Delos Wilcox, who had reviewed the commission's accumulated testimony and other data, criticized the commission's final report because it did not support a recommendation for municipal ownership of the railways as an alternative solution. He had submitted an 823 page report to the commission on June 8, 1920, including his analysis and recommendations for public ownership, but this information was not included in the commission's final report to the President. Later in 1920 he publicly stated that private ownership of electric railways had been a failure in the United States, while public ownership was widespread in the United Kingdom.

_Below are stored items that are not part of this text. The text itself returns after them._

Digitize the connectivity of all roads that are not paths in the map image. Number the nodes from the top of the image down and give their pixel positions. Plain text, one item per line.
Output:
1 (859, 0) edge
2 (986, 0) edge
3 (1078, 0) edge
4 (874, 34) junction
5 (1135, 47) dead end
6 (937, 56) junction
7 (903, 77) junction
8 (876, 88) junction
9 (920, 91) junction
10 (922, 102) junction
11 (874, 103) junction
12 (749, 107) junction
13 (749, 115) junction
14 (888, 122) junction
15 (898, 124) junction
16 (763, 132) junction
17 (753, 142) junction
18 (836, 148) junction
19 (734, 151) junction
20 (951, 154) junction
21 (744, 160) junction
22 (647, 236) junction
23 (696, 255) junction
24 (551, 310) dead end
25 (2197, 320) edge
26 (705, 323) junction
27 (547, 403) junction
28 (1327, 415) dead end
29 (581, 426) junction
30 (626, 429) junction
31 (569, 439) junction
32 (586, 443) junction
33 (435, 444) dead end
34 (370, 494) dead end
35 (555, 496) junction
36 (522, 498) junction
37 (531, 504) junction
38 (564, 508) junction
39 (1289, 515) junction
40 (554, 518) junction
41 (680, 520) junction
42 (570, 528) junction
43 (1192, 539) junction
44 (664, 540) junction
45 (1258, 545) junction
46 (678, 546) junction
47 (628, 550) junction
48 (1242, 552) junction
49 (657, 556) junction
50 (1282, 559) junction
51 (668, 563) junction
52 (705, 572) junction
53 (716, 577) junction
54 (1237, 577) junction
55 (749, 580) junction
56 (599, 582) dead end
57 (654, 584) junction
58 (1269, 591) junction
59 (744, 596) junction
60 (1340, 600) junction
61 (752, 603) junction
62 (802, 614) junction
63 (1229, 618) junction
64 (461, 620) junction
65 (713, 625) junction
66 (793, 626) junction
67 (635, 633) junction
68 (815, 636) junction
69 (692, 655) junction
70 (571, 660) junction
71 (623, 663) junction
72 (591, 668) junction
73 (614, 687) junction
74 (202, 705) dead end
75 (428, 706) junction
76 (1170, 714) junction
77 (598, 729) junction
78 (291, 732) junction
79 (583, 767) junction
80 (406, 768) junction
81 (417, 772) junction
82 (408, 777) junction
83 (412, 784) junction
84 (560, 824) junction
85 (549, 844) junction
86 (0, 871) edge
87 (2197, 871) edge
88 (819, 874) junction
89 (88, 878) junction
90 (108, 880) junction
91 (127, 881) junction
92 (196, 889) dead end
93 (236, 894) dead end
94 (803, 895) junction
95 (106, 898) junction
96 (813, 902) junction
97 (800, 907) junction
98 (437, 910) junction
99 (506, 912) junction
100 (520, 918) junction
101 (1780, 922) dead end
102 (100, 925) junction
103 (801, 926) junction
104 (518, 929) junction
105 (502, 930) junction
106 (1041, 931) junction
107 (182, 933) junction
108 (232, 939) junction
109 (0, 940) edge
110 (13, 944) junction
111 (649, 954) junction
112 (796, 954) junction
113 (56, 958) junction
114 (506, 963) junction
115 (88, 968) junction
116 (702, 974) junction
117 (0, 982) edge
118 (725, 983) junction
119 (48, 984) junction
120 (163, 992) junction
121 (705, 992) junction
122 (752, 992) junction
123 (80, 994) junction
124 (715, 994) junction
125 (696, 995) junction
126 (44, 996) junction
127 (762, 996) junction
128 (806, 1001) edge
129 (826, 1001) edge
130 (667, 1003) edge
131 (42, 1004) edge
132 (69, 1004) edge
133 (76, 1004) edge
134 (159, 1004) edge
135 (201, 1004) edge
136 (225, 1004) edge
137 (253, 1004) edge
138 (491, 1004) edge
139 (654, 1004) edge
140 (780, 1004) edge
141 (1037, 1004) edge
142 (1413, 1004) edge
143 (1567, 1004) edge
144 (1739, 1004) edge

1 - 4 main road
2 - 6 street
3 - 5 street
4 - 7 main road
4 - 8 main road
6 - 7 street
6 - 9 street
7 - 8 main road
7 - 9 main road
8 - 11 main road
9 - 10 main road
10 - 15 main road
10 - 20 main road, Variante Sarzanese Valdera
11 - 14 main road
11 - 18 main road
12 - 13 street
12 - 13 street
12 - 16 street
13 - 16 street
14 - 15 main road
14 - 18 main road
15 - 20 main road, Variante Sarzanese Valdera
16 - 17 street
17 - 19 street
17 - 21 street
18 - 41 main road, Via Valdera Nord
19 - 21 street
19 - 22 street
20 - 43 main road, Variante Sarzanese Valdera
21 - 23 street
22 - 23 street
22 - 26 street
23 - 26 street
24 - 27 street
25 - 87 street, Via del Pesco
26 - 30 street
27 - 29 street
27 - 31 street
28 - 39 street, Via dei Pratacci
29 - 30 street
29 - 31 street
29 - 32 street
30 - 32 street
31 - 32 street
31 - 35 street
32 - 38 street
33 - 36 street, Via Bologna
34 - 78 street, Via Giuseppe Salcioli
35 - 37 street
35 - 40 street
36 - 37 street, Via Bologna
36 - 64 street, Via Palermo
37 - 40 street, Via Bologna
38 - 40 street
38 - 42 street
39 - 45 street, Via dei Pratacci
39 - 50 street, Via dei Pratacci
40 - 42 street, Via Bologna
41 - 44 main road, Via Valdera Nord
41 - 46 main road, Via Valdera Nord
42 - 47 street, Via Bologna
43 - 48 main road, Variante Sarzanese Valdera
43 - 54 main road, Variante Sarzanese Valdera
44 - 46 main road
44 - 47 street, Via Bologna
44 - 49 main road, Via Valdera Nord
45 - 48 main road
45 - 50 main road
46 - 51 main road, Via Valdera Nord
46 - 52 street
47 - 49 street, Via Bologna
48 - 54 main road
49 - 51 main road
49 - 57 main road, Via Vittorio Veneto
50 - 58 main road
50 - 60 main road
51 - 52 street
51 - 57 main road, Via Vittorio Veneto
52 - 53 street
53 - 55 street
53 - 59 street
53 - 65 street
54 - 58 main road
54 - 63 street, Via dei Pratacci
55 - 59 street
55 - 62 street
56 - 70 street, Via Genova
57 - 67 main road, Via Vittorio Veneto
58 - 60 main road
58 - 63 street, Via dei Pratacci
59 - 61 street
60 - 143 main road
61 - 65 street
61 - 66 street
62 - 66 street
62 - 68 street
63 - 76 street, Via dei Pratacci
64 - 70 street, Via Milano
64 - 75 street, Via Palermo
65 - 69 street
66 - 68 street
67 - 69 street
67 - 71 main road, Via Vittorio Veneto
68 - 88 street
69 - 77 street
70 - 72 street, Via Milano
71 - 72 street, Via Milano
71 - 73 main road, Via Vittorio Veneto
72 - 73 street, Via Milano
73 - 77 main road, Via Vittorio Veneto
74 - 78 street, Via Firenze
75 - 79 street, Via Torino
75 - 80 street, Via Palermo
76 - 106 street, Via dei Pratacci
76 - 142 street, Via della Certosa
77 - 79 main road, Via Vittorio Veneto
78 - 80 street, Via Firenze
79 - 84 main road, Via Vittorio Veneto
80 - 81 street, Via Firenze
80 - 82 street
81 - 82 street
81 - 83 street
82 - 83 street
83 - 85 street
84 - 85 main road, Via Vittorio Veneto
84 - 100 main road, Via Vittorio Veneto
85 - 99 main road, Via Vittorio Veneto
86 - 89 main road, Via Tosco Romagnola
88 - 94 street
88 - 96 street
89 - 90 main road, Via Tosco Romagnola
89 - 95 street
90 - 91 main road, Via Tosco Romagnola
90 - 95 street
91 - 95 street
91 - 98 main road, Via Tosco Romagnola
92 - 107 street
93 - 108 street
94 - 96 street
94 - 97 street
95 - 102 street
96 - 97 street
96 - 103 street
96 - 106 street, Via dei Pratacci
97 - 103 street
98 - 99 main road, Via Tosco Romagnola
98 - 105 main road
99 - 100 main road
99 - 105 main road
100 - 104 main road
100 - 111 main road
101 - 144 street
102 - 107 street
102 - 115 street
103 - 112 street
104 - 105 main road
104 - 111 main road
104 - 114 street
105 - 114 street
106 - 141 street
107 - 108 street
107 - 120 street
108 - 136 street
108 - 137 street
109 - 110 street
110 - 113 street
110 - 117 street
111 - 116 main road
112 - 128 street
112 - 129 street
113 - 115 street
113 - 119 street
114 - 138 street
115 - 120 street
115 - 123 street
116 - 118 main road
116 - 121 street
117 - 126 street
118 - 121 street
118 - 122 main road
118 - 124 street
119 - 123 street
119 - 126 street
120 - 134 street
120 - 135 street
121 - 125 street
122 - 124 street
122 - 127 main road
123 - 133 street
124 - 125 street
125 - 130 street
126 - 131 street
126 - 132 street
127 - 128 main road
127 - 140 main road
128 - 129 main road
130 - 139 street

=== Independent report by Wilcox ===
In 1921 Wilcox published his report independently. The report, titled "Analysis of the Electric Railway Problem", stated, "My analysis of the evidence presented to the Federal Electric Railways Commission confirmed me in the opinion that no permanent solution of the electric railway problem, consistent with the public interest, is possible except in public ownership. I advised the Commission that the most important thing to be done at the present time is frankly to recognize the necessity of public ownership and operation as an ultimate policy and to concentrate eflfort upon plans for the removal of obstacles in its way and for the assurance of its success when undertaken... The final solution of the problem, as I see it, lies in the full recognition of public responsibility for local transportation and in the acceptance by the community of the primary obligation of self-help in the performance of this all-important community service."

== Aftermath ==
The fortunes of the interurban industry in the US declined during World War I and into the early 1920s. Many financially weak interurbans did not survive the prosperous 1920s, and most others went bankrupt during the Great Depression, along with many streetcar systems.